The addition of Pokémon helpers for investigations, such as Pikachu riding Growlithe to follow scent trails, sounded promising, however, these mechanics are underutilised and only appear in a couple of cases. It’s a missed opportunity to diversify the gameplay and offer more variety in the detective work.
Ryme City feels empty and uninspired. The environments are large but lack depth, failing to fully immerse me in the world. The lack of interactive elements in these environments left me with a feeling of missed potential. It’s evident that the areas could have been more compact, with more engaging content and exploration.
The puzzle solutions are disappointingly straightforward, with the game guiding me throughout to ensure I didn’t miss essential evidence, like a helicopter parent trying to cushion the world. Deductions are presented in a multiple-choice format, reminiscent of primary school quizzes, further diminishing the sense of challenge. If you do make a mistake, there are no consequences, and you can simply try again, making it a trivial exercise.

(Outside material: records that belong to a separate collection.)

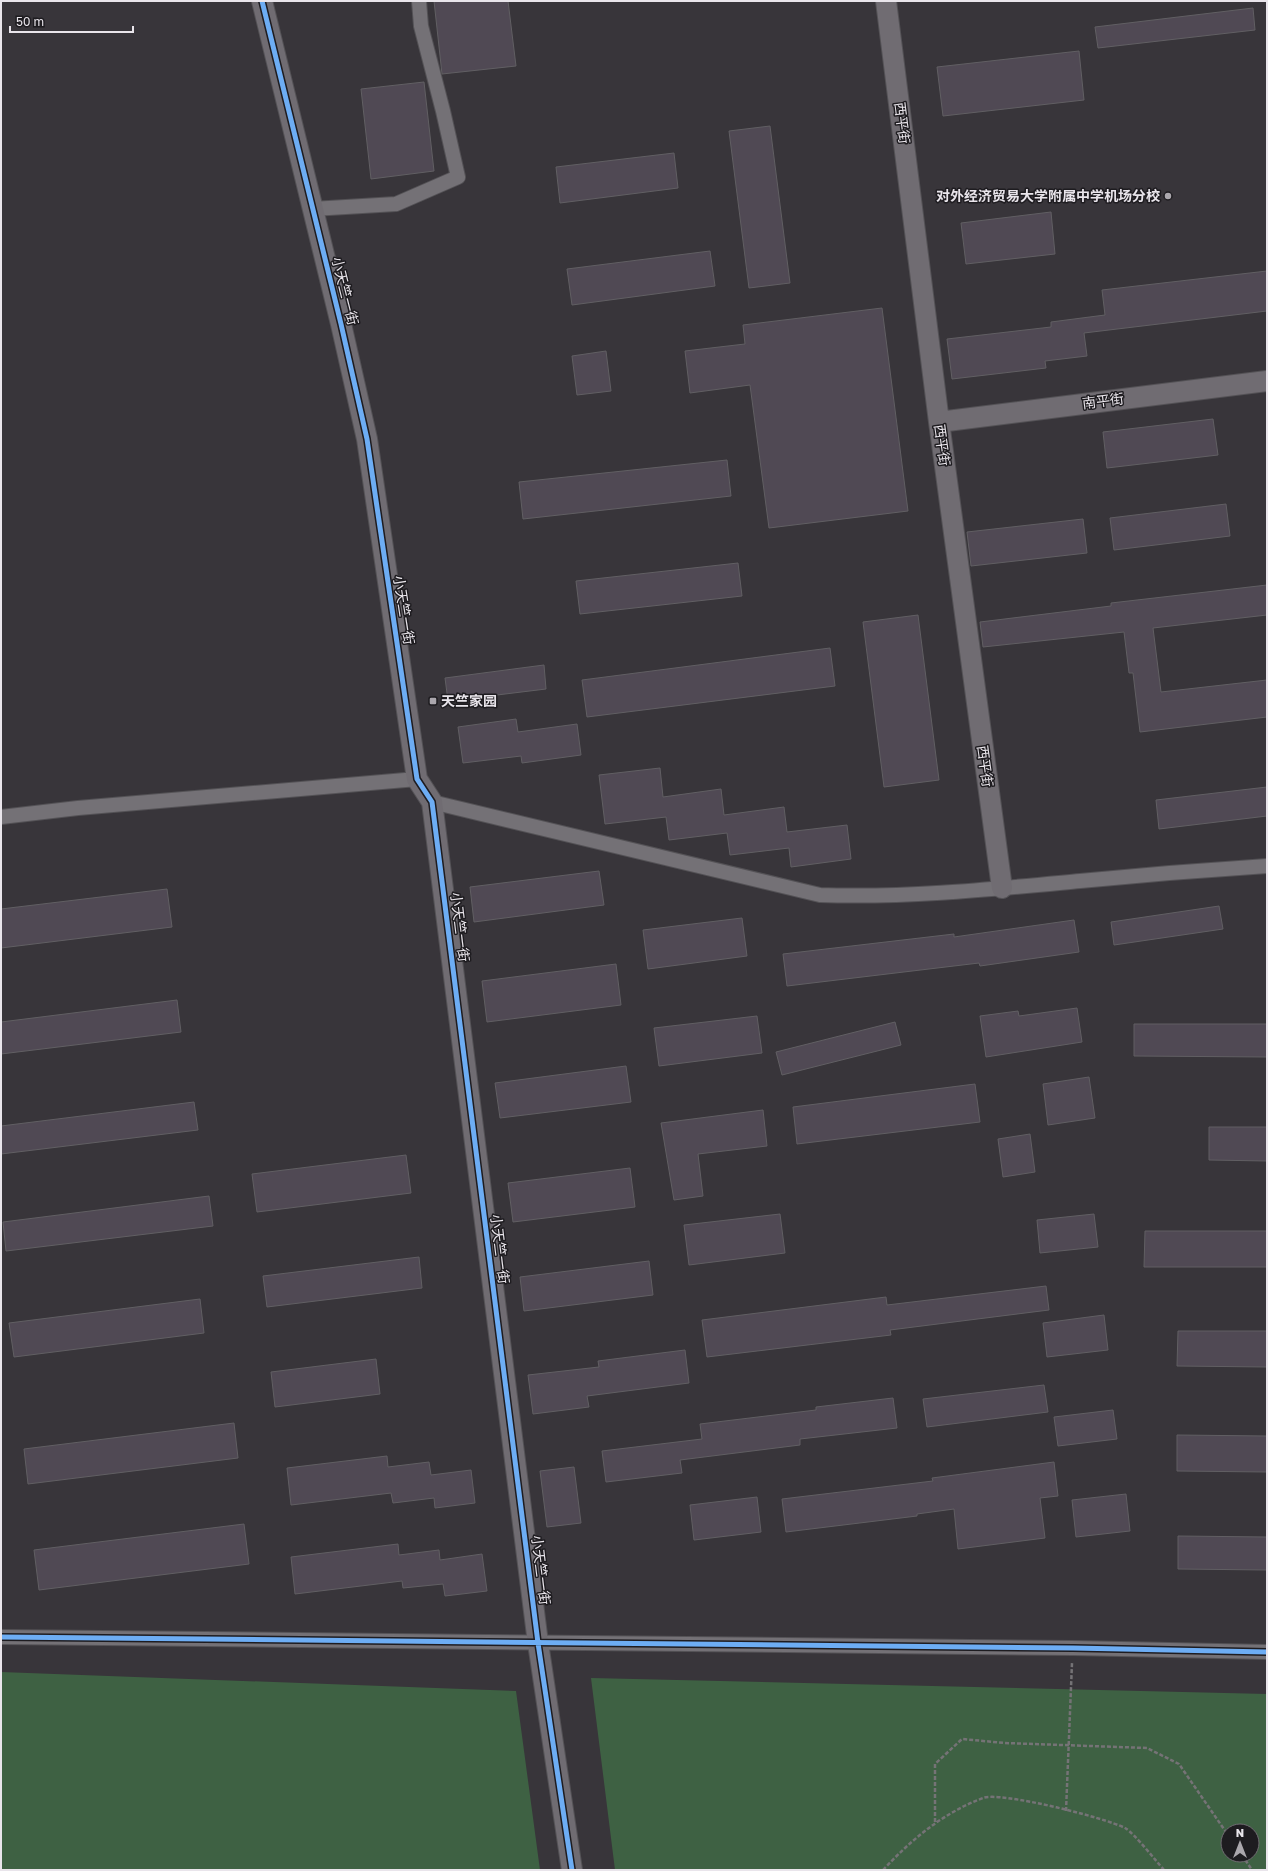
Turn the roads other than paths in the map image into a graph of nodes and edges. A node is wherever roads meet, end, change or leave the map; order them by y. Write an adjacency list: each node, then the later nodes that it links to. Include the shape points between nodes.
1 (262, 1): 4 (street, 小天竺一街)
2 (419, 1): 4 (street, via 421,26 458,177 396,204)
3 (886, 1): 6 (street, 西平街)
4 (312, 209): 7 (street, 小天竺一街, via 367,439)
5 (1267, 381): 6 (street, 南平街)
6 (939, 422): 11 (street, 西平街)
7 (417, 779): 8 (street, 小天竺一街); 9 (street)
8 (432, 802): 11 (street, via 820,895 863,897); 13 (street, 小天竺一街)
9 (1, 817)
10 (1267, 866): 11 (street)
11 (1002, 888)
12 (1, 1637): 13 (street)
13 (538, 1643): 14 (street); 15 (street, 小天竺一街)
14 (1267, 1652)
15 (572, 1870)

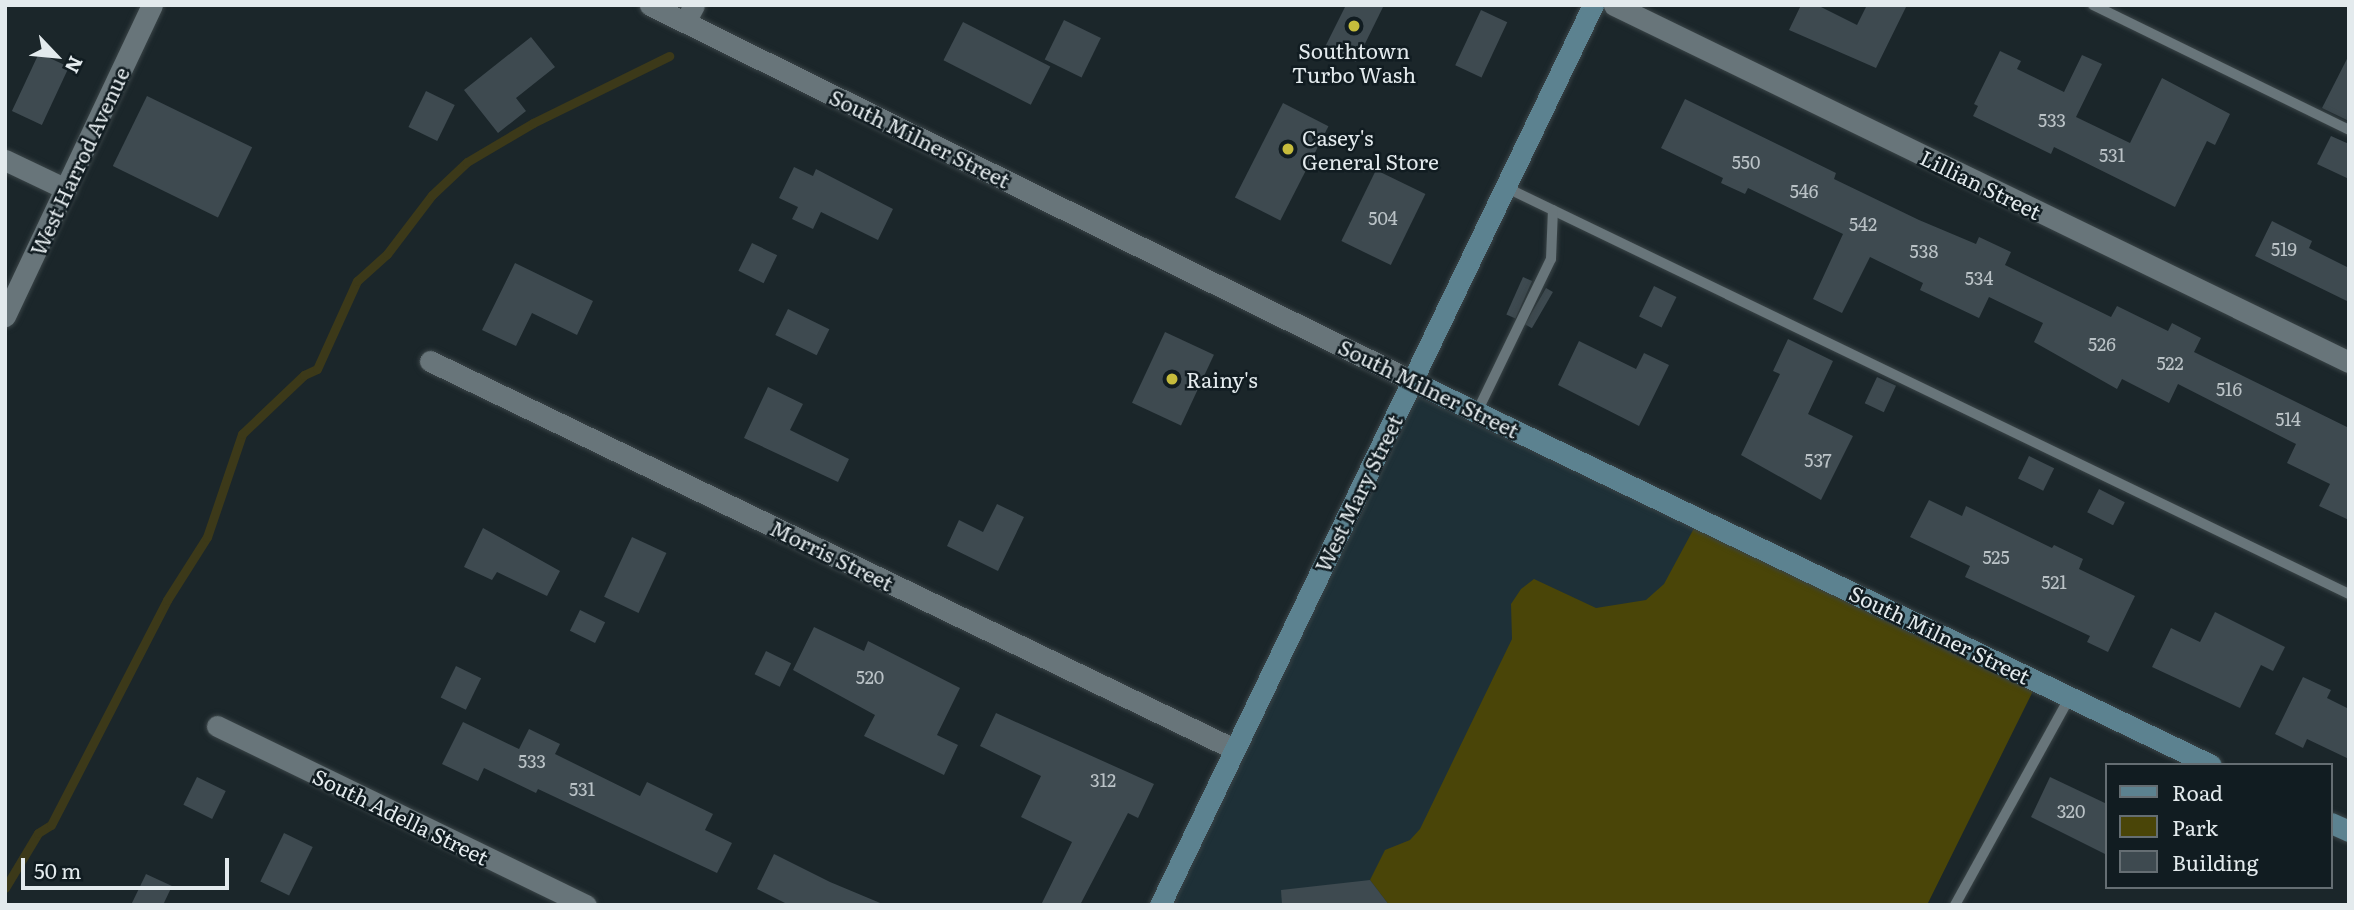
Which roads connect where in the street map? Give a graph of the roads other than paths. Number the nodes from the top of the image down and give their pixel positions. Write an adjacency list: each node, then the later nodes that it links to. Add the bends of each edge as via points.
1 (152, 5): 10 (street, West Harrod Avenue)
2 (650, 5): 6 (street, South Milner Street)
3 (1593, 5): 9 (main road, West Mary Street)
4 (1614, 5): 14 (street, Lillian Street)
5 (2093, 5): 7 (lane)
6 (690, 14): 15 (street, South Milner Street)
7 (2349, 130)
8 (5, 160): 10 (street)
9 (1505, 187): 11 (lane); 15 (main road, West Mary Street)
10 (66, 190): 12 (street, West Harrod Avenue)
11 (1553, 210): 16 (lane, via 1550,260); 17 (lane)
12 (5, 316)
13 (429, 361): 20 (street, Morris Street)
14 (2349, 362)
15 (1412, 381): 16 (main road, South Milner Street); 20 (main road, West Mary Street)
16 (1477, 412): 18 (main road, South Milner Street)
17 (2349, 594)
18 (2070, 697): 21 (main road, South Milner Street); 26 (lane)
19 (217, 726): 24 (street, South Adella Street)
20 (1234, 749): 25 (main road, West Mary Street)
21 (2207, 763)
22 (2333, 824): 23 (main road)
23 (2349, 831)
24 (586, 905)
25 (1160, 905)
26 (1955, 905)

There’s very little to give weight or pressure to choices.
In terms of visuals, Detective Pikachu Returns offers a simplistic presentation, with Pokémon models that are adequate but unremarkable, with very little change from the 3DS original, which again, is a missed opportunity as the Switch is capable of very impressive graphics. The environments lack vibrancy and come across as a missed opportunity for a more engaging and visually captivating experience. The audio, too, is forgettable, with music, sound effects, and sparse voice acting that fails to leave a lasting impression.
While there are some redeeming qualities, such as Pikachu’s expressive and animated portrayal in cutscenes and a handful of amusing moments, these moments are few and far between, making it challenging to maintain engagement throughout the game. I would have cut this game loose many hours earlier if I was not reviewing it.

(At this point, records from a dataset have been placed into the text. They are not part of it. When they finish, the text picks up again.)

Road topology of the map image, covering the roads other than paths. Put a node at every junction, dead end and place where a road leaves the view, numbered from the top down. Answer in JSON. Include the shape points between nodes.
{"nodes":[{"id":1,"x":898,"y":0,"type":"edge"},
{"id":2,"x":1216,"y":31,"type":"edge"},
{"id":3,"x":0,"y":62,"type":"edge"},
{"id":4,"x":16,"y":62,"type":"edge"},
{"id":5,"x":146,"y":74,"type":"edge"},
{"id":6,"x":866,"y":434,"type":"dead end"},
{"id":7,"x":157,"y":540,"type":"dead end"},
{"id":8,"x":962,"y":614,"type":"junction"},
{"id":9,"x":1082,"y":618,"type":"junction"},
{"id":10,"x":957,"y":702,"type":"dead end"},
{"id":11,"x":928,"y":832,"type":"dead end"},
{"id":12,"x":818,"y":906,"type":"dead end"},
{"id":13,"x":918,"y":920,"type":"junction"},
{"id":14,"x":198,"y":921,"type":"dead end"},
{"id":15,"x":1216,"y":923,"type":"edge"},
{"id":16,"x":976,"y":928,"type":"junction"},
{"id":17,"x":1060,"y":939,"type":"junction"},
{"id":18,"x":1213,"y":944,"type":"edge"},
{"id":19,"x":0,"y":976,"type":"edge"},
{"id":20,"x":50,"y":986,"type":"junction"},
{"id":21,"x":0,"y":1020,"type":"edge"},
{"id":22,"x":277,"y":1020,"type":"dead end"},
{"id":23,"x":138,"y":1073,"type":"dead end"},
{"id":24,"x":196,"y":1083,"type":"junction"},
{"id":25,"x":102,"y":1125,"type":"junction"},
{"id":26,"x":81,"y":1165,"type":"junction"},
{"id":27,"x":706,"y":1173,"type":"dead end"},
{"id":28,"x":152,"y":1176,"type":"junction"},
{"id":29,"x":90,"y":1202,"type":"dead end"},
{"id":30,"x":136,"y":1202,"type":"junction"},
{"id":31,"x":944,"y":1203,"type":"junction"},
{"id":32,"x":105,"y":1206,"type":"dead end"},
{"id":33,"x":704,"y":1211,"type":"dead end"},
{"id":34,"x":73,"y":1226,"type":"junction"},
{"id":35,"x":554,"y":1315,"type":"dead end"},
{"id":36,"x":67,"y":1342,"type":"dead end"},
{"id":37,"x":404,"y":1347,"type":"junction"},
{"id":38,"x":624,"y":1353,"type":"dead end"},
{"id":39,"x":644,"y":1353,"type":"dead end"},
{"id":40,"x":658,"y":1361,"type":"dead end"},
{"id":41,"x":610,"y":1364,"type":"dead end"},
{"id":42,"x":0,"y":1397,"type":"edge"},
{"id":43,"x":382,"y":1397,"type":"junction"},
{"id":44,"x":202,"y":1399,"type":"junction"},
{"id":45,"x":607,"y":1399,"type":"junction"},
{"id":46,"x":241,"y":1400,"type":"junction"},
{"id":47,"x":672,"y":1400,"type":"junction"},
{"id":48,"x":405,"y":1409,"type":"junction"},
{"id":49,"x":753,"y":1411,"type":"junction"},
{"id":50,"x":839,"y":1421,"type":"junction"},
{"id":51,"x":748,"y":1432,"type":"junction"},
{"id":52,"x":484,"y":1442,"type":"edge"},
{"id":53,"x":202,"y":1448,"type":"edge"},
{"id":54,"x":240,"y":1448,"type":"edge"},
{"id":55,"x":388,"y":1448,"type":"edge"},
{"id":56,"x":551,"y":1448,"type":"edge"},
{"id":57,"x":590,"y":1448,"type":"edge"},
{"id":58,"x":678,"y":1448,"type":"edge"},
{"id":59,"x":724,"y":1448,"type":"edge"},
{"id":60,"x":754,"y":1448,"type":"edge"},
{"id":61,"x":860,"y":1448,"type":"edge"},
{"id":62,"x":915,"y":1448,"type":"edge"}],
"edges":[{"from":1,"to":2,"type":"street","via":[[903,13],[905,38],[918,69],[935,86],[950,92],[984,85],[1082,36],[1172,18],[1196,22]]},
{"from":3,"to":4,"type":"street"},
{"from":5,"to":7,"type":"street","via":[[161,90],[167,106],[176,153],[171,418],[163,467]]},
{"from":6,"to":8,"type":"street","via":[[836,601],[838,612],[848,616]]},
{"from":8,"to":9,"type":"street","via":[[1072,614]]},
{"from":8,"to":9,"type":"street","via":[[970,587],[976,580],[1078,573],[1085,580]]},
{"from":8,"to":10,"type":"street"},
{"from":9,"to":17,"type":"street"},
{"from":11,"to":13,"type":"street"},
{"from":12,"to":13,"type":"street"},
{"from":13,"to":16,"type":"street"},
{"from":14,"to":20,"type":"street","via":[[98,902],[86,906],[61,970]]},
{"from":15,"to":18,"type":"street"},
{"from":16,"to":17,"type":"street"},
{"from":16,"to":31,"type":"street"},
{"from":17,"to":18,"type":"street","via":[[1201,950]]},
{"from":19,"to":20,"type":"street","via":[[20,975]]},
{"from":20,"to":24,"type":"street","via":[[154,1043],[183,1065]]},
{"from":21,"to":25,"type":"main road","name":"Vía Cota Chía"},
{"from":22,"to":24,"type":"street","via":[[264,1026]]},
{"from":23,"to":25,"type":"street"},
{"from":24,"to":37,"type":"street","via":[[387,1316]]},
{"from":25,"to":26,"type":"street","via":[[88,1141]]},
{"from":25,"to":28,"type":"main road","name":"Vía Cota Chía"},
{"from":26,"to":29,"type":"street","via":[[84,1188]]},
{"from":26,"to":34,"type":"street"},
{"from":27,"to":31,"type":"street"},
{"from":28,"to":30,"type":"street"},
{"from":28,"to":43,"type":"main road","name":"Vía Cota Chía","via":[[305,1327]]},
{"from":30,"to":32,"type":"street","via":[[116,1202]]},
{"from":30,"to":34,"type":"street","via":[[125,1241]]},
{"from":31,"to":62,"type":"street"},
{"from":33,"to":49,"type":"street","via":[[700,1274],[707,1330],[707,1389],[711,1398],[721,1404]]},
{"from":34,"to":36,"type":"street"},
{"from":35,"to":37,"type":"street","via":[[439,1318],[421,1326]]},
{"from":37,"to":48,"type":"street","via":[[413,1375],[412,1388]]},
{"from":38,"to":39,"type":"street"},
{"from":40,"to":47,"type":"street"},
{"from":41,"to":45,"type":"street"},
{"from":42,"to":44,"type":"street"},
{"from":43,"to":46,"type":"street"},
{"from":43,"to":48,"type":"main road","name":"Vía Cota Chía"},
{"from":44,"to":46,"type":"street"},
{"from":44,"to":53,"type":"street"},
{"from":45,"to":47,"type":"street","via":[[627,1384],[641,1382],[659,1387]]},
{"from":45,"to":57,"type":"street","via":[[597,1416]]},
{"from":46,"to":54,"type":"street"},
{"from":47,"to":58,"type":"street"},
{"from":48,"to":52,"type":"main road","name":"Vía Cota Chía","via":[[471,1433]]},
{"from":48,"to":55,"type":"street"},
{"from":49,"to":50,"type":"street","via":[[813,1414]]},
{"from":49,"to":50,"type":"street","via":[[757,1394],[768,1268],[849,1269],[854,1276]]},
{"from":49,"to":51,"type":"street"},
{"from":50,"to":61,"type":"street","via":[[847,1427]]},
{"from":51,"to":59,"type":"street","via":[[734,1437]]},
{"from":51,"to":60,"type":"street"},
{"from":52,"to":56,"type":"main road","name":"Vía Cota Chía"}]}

In summary, Detective Pikachu Returns is a disappointment. While it attempts to deliver a child-friendly mystery game, it falls short in terms of engaging storytelling, fun gameplay, and immersive world-building. The lack of consequences for mistakes and the straightforward nature of the puzzles makes it a forgettable experience. Despite a promising premise, the game feels like a missed opportunity to create a compelling and enjoyable detective adventure.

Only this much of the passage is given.